Mulvaney backed Texas Gov. Rick Perry for president in 2012 and Kentucky Sen. Rand Paul in 2016 before jumping on Trump’s bandwagon right before the convention.

 

Mulvaney drew fire at his confirmation hearing from Sen. Bernie Sanders (I-Vermont) for those positions and some from Sen. John McCain (R-Arizona) for his votes to cut defense spending and troop deployments. Mulvaney said he couldn’t recall making some of those votes. McCain responded: “I think I would remember if I was withdrawing troops from Europe.”

 

Mulvaney also was criticized at his confirmation hearing for not having paid payroll taxes for the woman who cared for his triplets when they were young. “In our minds, she was a babysitter. She did not live with us. She did not spend the night there. She did not cook. She did not clean. She did not educate the children, she helped my wife with the kids.” Failing to pay taxes for a nanny has sunk more than one Democratic nominee in the past, but Republicans are sticking by Mulvaney to manage the nation’s budget. He will be forced to pay $15,583 in taxes in addition to penalties, however.

 

Mulvaney voted in the past not to raise the debt ceiling, including in 2011 when Republican intransigence caused the government to pay more to borrow money.
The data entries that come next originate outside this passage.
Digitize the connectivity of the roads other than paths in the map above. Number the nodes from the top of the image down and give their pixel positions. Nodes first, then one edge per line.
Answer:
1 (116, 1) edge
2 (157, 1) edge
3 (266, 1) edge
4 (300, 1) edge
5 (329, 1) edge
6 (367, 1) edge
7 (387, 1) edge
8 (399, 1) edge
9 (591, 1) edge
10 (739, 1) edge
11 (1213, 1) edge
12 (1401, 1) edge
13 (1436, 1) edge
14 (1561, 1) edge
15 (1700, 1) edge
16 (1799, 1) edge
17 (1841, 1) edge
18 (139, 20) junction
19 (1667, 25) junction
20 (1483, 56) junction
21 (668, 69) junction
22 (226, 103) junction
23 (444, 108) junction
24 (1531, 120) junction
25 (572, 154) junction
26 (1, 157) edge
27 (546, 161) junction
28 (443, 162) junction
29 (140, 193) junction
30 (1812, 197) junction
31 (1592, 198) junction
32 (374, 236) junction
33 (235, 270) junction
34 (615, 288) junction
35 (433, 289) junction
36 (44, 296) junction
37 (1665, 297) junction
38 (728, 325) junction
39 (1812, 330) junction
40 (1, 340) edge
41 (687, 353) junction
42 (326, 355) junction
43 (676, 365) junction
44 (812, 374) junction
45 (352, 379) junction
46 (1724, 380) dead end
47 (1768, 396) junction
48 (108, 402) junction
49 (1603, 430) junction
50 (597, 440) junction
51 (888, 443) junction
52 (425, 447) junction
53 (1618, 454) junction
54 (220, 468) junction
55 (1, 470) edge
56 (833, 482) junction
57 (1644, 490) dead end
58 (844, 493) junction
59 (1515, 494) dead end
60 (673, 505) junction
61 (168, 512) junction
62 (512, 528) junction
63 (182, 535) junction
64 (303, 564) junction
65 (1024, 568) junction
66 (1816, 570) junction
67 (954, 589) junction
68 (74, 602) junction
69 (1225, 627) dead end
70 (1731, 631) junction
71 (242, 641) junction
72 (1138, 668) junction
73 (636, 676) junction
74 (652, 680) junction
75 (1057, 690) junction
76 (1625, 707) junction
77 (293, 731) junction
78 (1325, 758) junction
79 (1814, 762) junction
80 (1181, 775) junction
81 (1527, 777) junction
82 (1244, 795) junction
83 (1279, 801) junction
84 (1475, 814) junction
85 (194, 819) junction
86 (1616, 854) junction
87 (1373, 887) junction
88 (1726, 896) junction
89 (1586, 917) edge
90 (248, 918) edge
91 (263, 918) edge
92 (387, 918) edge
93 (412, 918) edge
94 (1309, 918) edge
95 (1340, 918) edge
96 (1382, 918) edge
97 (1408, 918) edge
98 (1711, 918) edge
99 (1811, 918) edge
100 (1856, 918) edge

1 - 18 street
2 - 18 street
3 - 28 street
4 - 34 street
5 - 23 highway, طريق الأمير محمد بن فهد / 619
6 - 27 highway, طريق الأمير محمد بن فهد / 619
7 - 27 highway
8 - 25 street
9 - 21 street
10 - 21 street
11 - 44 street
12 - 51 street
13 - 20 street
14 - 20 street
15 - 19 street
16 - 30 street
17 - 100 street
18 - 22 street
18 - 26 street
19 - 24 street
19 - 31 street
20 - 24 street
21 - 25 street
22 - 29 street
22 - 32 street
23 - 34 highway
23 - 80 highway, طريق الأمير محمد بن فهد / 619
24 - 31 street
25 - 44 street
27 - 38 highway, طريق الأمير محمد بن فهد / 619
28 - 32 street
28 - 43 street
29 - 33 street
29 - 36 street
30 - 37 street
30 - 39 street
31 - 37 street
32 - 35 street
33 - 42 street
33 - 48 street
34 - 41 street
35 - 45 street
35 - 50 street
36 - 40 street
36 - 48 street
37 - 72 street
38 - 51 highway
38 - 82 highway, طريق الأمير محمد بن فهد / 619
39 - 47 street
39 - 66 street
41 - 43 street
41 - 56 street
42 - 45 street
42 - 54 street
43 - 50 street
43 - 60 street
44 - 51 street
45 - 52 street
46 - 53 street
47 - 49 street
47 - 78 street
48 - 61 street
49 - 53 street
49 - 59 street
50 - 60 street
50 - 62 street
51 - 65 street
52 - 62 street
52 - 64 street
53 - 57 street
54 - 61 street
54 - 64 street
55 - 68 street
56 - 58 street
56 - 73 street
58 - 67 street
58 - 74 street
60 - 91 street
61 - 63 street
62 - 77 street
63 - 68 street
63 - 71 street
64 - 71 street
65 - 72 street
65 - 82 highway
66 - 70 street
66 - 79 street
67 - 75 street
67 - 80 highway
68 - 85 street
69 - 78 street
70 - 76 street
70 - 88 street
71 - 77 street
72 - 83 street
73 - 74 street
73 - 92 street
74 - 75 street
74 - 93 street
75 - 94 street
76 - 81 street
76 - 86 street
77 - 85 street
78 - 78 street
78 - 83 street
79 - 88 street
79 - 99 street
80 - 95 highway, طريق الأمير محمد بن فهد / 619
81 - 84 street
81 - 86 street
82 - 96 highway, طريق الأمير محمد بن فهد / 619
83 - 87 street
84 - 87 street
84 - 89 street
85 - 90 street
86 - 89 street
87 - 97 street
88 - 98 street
As the OMB director, he may have to change his view of this issue to keep from starting a panic in the bond market.

 

Mulvaney and his wife, Pam, have three children, who are now teenagers.

-Steve Straehley

 

To Learn More:

Once Skeptical of Trump, Charlotte Catholic Grad’s In Line to Be His Budget Director (by Jim Morrill, Charlotte Observer)

Mulvaney Defends Nanny Tax Lapse, Tangles With Democrats on Budget (by Ben Weyl and Brent Griffiths, Politico)

Dem Senator Humiliates Trump by Forcing His Nominee to Admit Obama’s Inauguration Crowd Looks Bigger (by Brad Reed, Raw Story)

Trump’s Big Cabinet Surprise (by Heather Long, CNN)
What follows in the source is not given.